Market basket Analysis is a powerful tool to enhance the bottom line of every shop, offline or online. Affinity analysis or association rule learning are often used synonymous for Market Basket Analysis (MBA). No matter what you call it, the results are hopefully the same, a set of association rules showing patterns in consumer behavior.

Content

Market Basket Analysis

Market Basket Analysis is a technique used by businesses to understand the buying habits of their customers. Imagine you own a grocery store and want to know what items people tend to buy together. This analysis helps you find patterns in customers' purchases, allowing you to make smarter decisions on product placement, promotions, and inventory.

How It Works

Think of it like this: Every time a customer shops, their purchases are recorded. Market Basket Analysis looks at these records and identifies which products are frequently bought together.
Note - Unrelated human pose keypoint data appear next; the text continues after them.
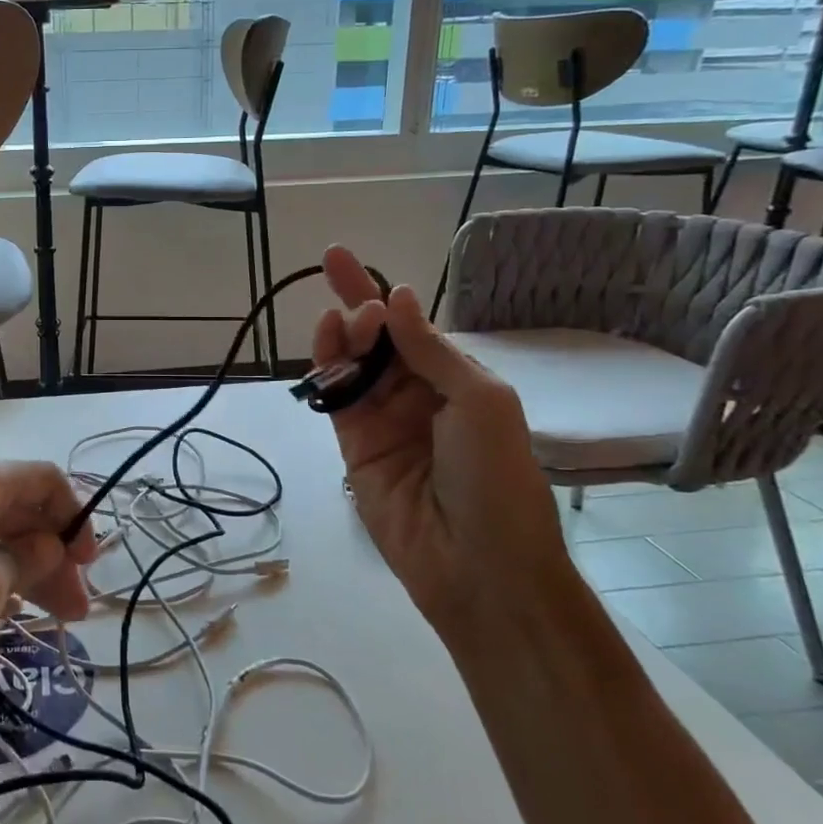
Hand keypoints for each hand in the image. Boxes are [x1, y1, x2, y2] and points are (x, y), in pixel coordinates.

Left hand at [0, 461, 95, 707]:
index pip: (42, 479)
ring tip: (55, 618)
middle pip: (20, 509)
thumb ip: (26, 562)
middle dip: (54, 553)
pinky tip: (6, 609)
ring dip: (28, 570)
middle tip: (77, 606)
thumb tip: (50, 544)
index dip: (74, 515)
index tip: (89, 563)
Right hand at [312, 246, 570, 625]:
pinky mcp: (353, 446)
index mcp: (457, 380)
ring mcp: (382, 421)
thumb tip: (396, 297)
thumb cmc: (496, 478)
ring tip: (343, 324)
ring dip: (341, 336)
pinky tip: (326, 345)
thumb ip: (431, 351)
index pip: (409, 326)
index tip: (340, 258)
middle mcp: (417, 394)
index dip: (377, 291)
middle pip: (374, 339)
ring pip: (350, 364)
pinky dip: (325, 369)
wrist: (479, 565)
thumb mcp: (480, 402)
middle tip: (351, 301)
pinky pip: (335, 398)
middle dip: (356, 308)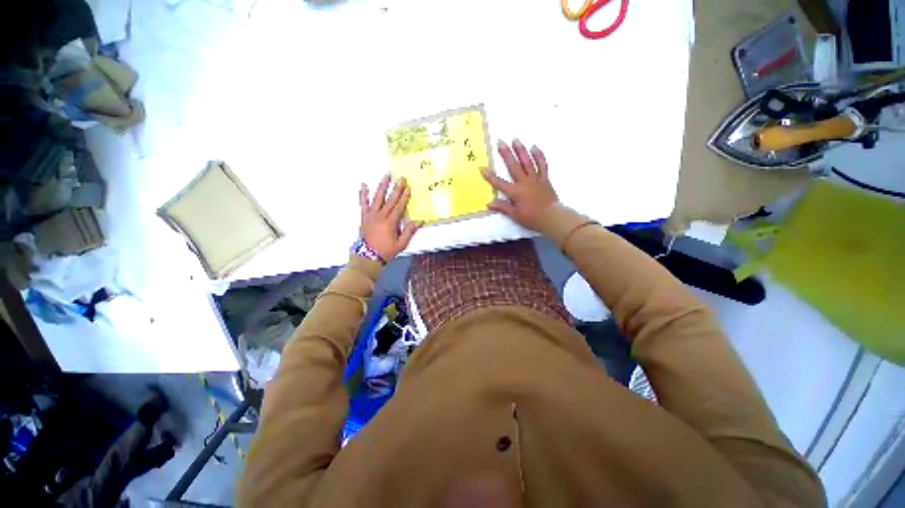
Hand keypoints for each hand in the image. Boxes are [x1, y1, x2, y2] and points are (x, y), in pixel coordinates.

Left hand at [359, 174, 420, 260]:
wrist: (367, 256)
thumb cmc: (386, 251)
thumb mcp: (400, 244)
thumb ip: (409, 232)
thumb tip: (418, 221)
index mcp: (390, 222)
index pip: (399, 206)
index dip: (404, 197)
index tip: (408, 188)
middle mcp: (380, 216)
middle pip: (390, 200)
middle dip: (396, 188)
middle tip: (401, 178)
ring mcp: (370, 215)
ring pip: (377, 198)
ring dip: (382, 186)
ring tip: (386, 176)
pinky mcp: (364, 216)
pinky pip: (363, 203)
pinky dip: (363, 194)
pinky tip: (364, 185)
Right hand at [482, 139, 558, 230]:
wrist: (552, 216)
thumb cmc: (532, 217)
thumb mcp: (515, 215)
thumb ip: (503, 207)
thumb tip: (489, 203)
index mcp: (516, 192)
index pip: (499, 183)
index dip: (490, 176)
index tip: (482, 168)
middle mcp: (524, 182)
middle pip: (513, 166)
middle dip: (506, 154)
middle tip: (500, 142)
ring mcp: (535, 179)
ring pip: (527, 162)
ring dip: (521, 150)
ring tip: (515, 140)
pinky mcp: (544, 179)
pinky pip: (542, 165)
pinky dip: (539, 156)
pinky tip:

For example, if many customers who buy bread also buy butter, this analysis will highlight that connection.


Why It's Useful:

  • Product Placement: f you know that customers often buy chips and soda together, you might place these items near each other in the store to make it easier for customers to find and purchase both.
  • Promotions: If certain items are often bought together, you can create bundle deals to encourage customers to buy more.
  • Inventory Management: Understanding what items are commonly purchased together helps you ensure those items are always in stock.

Simple Example:

Imagine you notice that customers who buy spaghetti often buy tomato sauce too. With this insight, you could place tomato sauce next to the spaghetti on the shelves, making it more convenient for customers and potentially boosting sales.



The Metrics

In market basket analysis, support and confidence are key metrics used to identify and evaluate the relationships between items in a dataset, typically in the context of retail transactions.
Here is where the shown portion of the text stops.